[HOW TO COMPLETE THIS TASK]: The listing below is to be duplicated exactly, with every picture omitted.
------------------------------
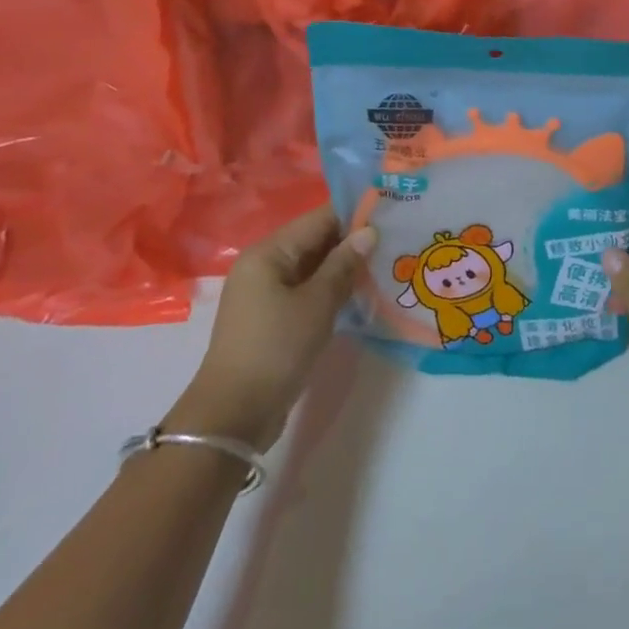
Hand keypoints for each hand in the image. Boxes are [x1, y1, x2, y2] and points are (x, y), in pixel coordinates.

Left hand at [167, 204, 374, 450]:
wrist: (234, 417)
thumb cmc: (276, 349)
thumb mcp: (317, 303)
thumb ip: (344, 264)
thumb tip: (369, 232)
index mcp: (269, 252)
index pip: (318, 218)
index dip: (354, 213)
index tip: (390, 211)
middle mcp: (265, 265)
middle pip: (315, 240)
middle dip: (352, 241)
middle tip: (394, 239)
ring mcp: (267, 292)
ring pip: (314, 267)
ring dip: (345, 266)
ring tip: (386, 263)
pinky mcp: (273, 317)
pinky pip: (308, 290)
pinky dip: (332, 289)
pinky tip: (362, 292)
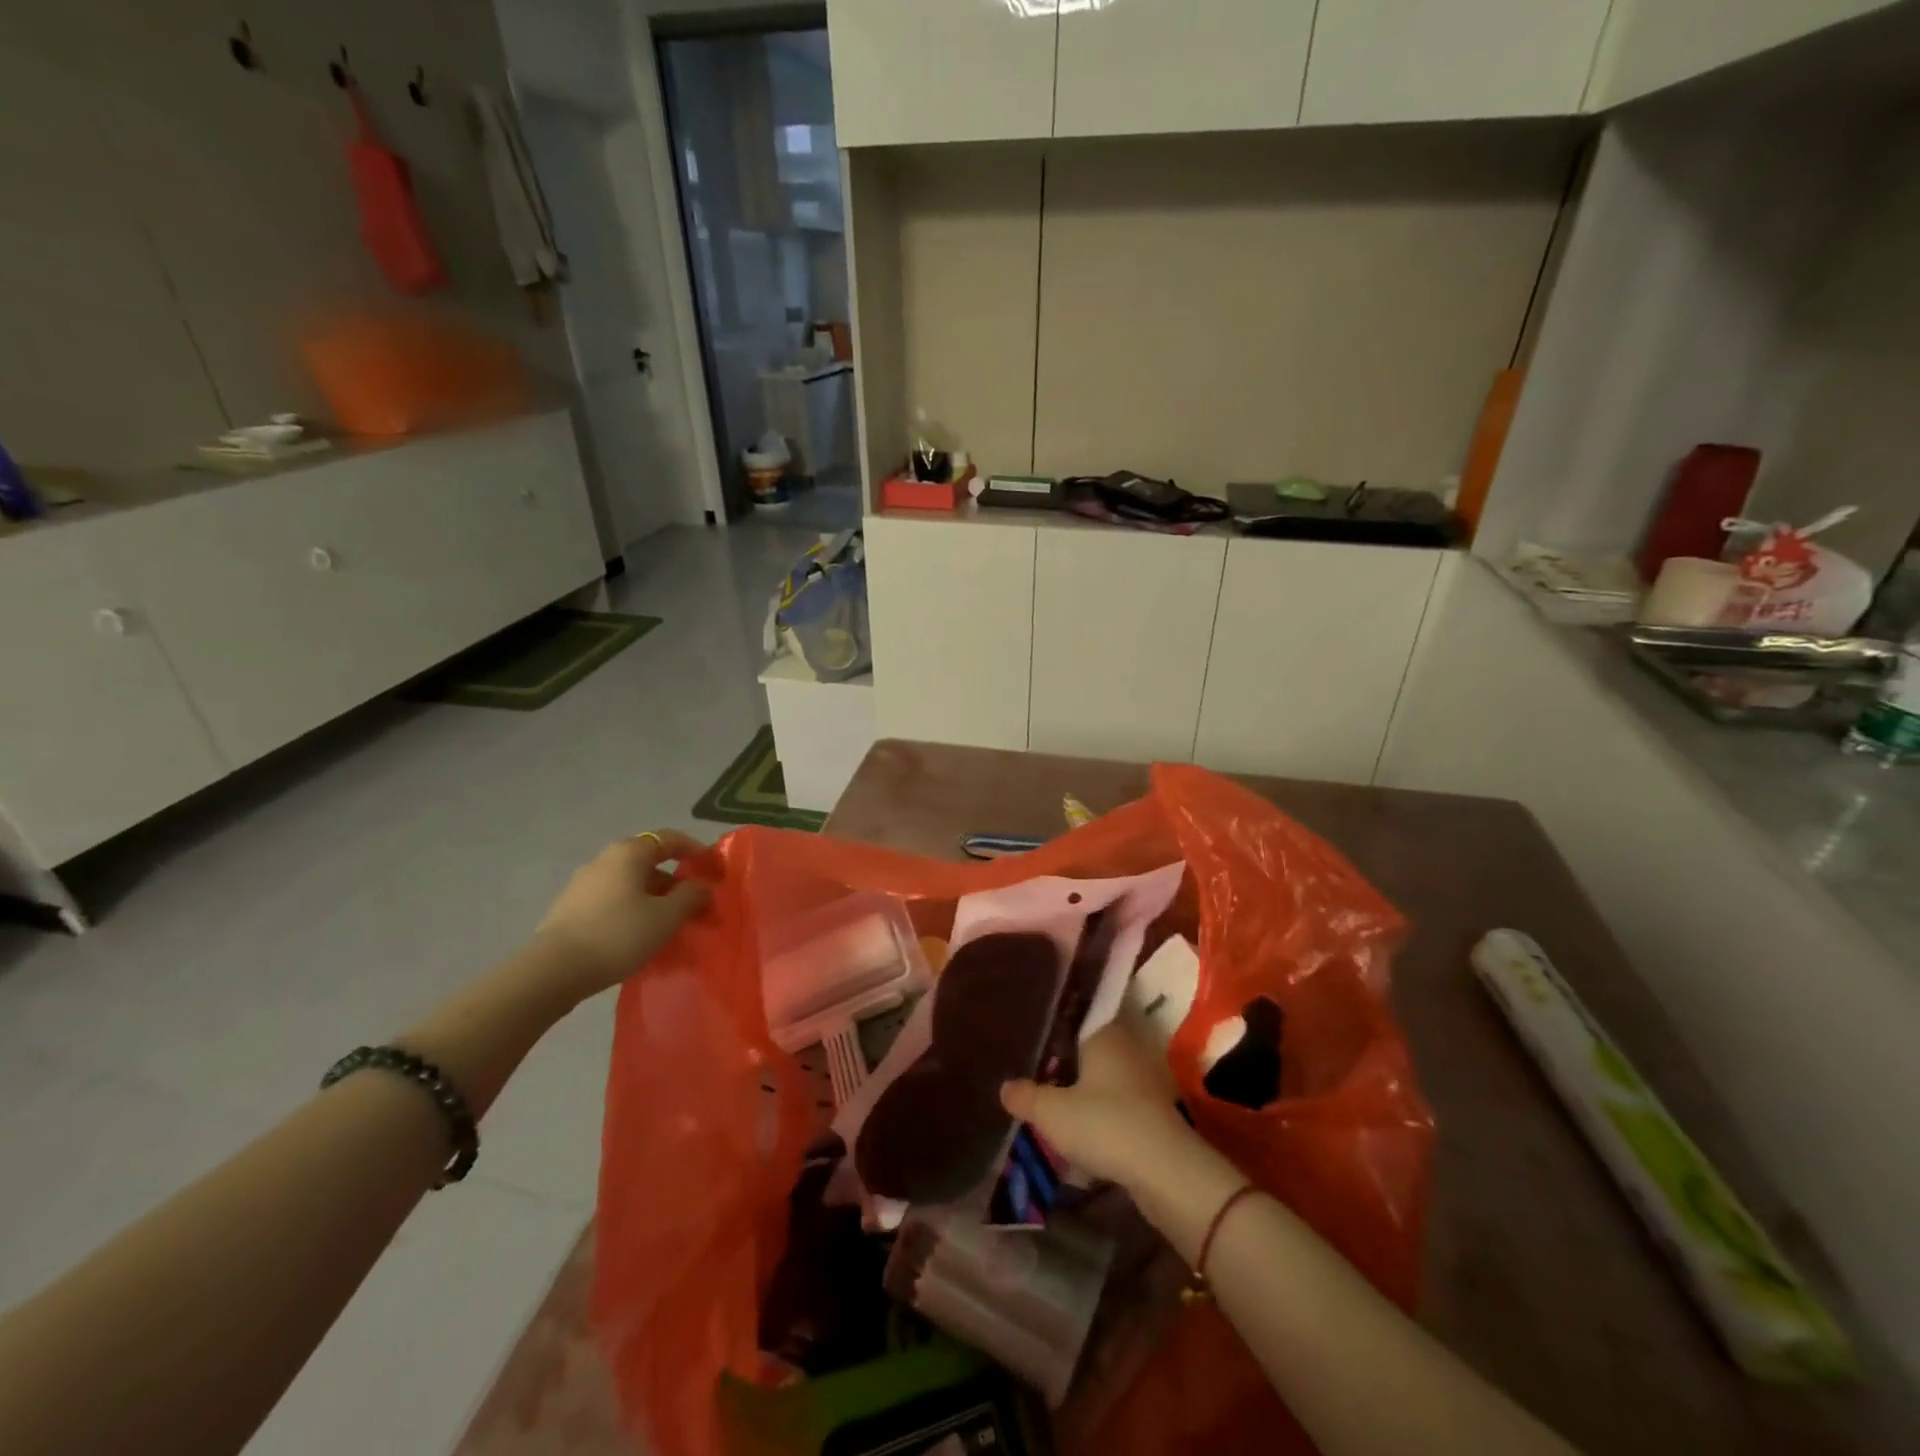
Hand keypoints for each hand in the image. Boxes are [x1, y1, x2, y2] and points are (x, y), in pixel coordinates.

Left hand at [532, 830, 710, 998]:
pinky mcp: (571, 908)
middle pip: (650, 863)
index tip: (714, 869)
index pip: (671, 839)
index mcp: (629, 853)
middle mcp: (605, 860)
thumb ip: (691, 896)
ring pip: (631, 884)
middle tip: (695, 906)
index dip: (696, 850)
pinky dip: (633, 910)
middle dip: (676, 883)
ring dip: (655, 899)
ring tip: (670, 926)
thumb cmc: (618, 934)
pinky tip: (639, 936)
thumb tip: (702, 886)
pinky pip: (614, 901)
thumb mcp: (666, 917)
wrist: (553, 971)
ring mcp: (584, 884)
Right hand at [1000, 1015, 1195, 1193]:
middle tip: (1042, 1069)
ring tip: (1059, 1104)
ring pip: (1109, 1078)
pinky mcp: (1156, 1114)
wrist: (1165, 1170)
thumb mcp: (1052, 1112)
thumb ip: (1026, 1096)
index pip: (1081, 1016)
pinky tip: (1086, 1132)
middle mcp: (1128, 1049)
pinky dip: (1105, 1115)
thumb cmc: (1104, 1124)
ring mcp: (1146, 1081)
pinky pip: (1121, 1106)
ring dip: (1090, 1091)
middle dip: (1072, 1060)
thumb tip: (1005, 1086)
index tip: (1042, 1029)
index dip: (1061, 1022)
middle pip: (1094, 1048)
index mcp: (1104, 1035)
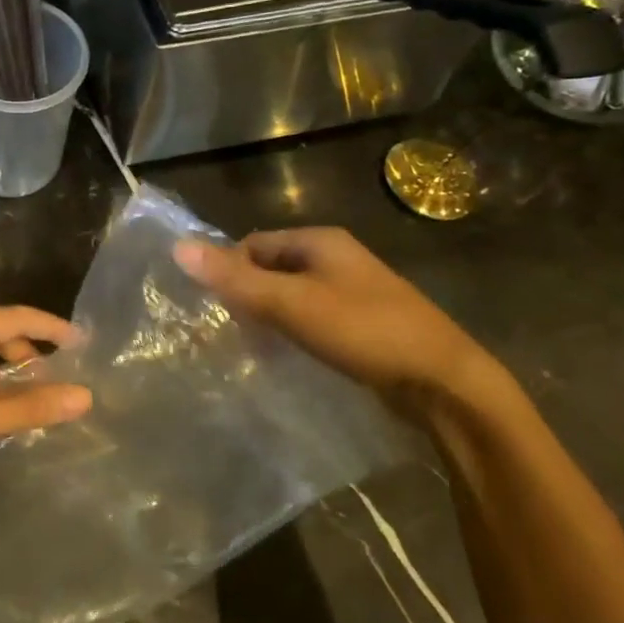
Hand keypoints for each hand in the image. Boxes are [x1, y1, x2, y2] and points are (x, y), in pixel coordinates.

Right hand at [173, 229, 507, 409]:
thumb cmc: (364, 331)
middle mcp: (336, 258)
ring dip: (267, 315)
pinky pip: (312, 317)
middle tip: (226, 329)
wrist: (444, 382)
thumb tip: (178, 247)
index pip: (252, 243)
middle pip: (271, 267)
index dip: (228, 269)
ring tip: (250, 346)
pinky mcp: (362, 323)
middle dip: (246, 294)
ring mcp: (352, 291)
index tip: (211, 305)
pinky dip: (292, 331)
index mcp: (320, 241)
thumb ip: (235, 279)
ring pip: (291, 294)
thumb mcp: (292, 303)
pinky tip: (286, 355)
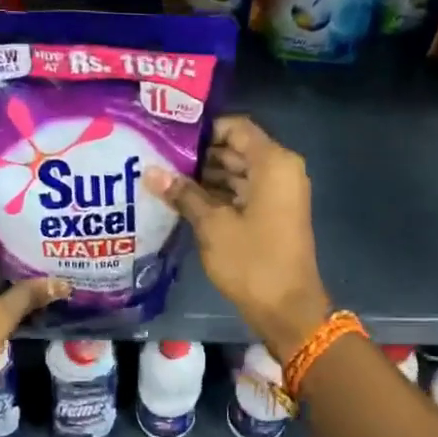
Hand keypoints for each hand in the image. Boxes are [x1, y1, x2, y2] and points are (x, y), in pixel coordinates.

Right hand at [148, 116, 331, 361]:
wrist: (287, 309)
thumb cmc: (252, 261)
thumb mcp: (212, 225)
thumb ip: (183, 193)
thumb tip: (150, 171)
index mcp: (273, 163)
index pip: (236, 127)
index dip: (204, 130)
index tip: (170, 138)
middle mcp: (281, 170)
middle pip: (236, 149)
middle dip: (200, 154)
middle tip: (159, 158)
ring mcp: (279, 194)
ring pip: (239, 172)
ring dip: (206, 176)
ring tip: (165, 178)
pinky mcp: (273, 214)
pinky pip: (244, 192)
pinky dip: (219, 194)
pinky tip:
------------------------------
[EXERCISE RESULT]:
Hand keypoints for each hand in the image. Boxes are [x1, y1, x2, y2] and points are (x, y), in pixel coordinates.

Left hand at [167, 204, 374, 450]:
wrist: (234, 417)
thumb cmc: (276, 349)
thumb mcp: (317, 303)
thumb ip: (344, 264)
thumb tip: (369, 232)
index mcp: (269, 252)
index pip: (318, 218)
index dip: (354, 213)
index tip: (390, 211)
middle mcp: (265, 265)
middle pip: (315, 240)
middle dip: (352, 241)
middle tip: (394, 239)
ring mcp: (267, 292)
ring pip: (314, 267)
ring dip: (345, 266)
ring tip: (386, 263)
pinky mcp: (273, 317)
pinky pip: (308, 290)
pinky dip: (332, 289)
pinky tip: (362, 292)
Hand keypoints for each hand in the image. Boxes are [x1, y1, x2, y2] and points are (x, y), in pixel coordinates.

Left hand at [532, 830, 710, 998]:
pinky mcp: (571, 908)
middle pip: (650, 863)
index tip: (714, 869)
index pip: (671, 839)
index mcp: (629, 853)
middle mcp: (605, 860)
thumb ip: (691, 896)
ring pip: (631, 884)
middle tip: (695, 906)
index dip: (696, 850)
pinky dip: (633, 910)
middle dip: (676, 883)
ring dip: (655, 899)
ring tip: (670, 926)
thumb cmc: (618, 934)
pinky tip: (639, 936)
thumb tip: (702, 886)
pinky pip: (614, 901)
thumb mcp: (666, 917)
wrist: (553, 971)
ring mcp: (584, 884)
Right hand at [1000, 1015, 1195, 1193]:
middle tip: (1042, 1069)
ring tip: (1059, 1104)
ring pip: (1109, 1078)
pinky mcp: (1156, 1114)
wrist: (1165, 1170)
thumb mcp: (1052, 1112)
thumb ip: (1026, 1096)
index pip: (1081, 1016)
pinky tip: (1086, 1132)
middle mcp: (1128, 1049)
pinky dip: (1105, 1115)
thumb cmc: (1104, 1124)
ring mcp: (1146, 1081)
pinky pip: (1121, 1106)
ring dip: (1090, 1091)
middle dip: (1072, 1060)
thumb tip: (1005, 1086)
index tip: (1042, 1029)
index dip: (1061, 1022)
middle pip: (1094, 1048)
index mcp: (1104, 1035)
Hand keypoints for each hand in the image. Boxes are [x1, y1, x2, y2] and points are (x, y), in pixel coordinates.

Right hand at [173, 229, 507, 409]:
thumb cmc: (364, 331)
middle mcp: (336, 258)
ring dip: (267, 315)
pinky pip: (312, 317)
middle tip: (226, 329)
wrist: (444, 382)
thumb tip: (178, 247)
index pip: (252, 243)
middle pip: (271, 267)
index dip: (228, 269)
ring tip: (250, 346)
pinky mcp: (362, 323)
middle dip: (246, 294)
ring mcp: (352, 291)
index tip: (211, 305)
pinky dip: (292, 331)
index mcp: (320, 241)
thumb ip: (235, 279)
ring pip: (291, 294)
thumb mcp: (292, 303)
pinky tip: (286, 355)
Hand keypoints for each hand in the image. Boxes are [x1, y1, x2, y2] and points are (x, y), in pixel coordinates.

Right hand at [148, 116, 331, 361]:
wrist: (287, 309)
thumb cmc: (252, 261)
thumb mcp: (212, 225)
thumb ip: (183, 193)
thumb tip: (150, 171)
index mcp: (273, 163)
index pip: (236, 127)
index dip: (204, 130)
index tip: (170, 138)
middle mcp: (281, 170)
middle pip: (236, 149)
middle dip: (200, 154)
middle tip: (159, 158)
ring mcp: (279, 194)
ring pip: (239, 172)
ring dip: (206, 176)
ring tip: (165, 178)
pinky mcp: (273, 214)
pinky pip: (244, 192)
pinky dip: (219, 194)
pinky tip:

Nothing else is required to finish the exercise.